PROBLEM DESCRIPTION:
Scan the listing below for the word "index", then copy each line that has it.

ENTRIES PROVIDED:
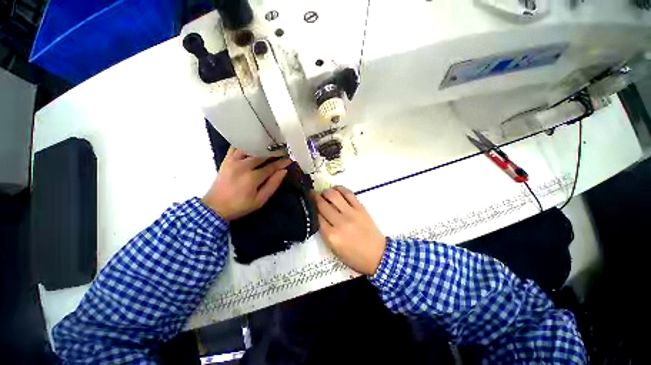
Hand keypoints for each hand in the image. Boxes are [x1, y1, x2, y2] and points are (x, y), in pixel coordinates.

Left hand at [203, 147, 290, 220]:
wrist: (216, 206)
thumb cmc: (239, 206)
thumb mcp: (259, 201)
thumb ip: (272, 185)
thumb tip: (283, 171)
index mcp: (252, 178)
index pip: (271, 166)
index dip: (282, 162)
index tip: (290, 159)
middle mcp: (243, 166)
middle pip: (262, 154)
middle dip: (273, 152)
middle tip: (282, 150)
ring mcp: (234, 161)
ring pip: (250, 147)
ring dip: (260, 146)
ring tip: (268, 145)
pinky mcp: (227, 159)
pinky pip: (236, 146)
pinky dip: (245, 144)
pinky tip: (251, 143)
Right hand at [315, 186, 386, 274]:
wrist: (377, 255)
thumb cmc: (354, 257)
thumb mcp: (334, 250)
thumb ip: (325, 234)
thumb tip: (318, 218)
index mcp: (331, 236)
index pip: (315, 216)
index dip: (309, 208)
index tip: (306, 204)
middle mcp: (339, 222)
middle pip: (322, 204)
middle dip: (314, 198)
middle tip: (311, 196)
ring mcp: (351, 214)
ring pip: (333, 195)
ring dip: (325, 192)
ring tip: (323, 193)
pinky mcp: (361, 208)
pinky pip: (348, 194)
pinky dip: (339, 189)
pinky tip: (335, 190)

ANSWER FOR THIS EXERCISE:
index mcp: (252, 178)
index pip: (271, 166)
index dip: (282, 162)
index tip: (290, 159)
index mcp: (331, 236)
index pip: (315, 216)
index dip: (309, 208)
index tip: (306, 204)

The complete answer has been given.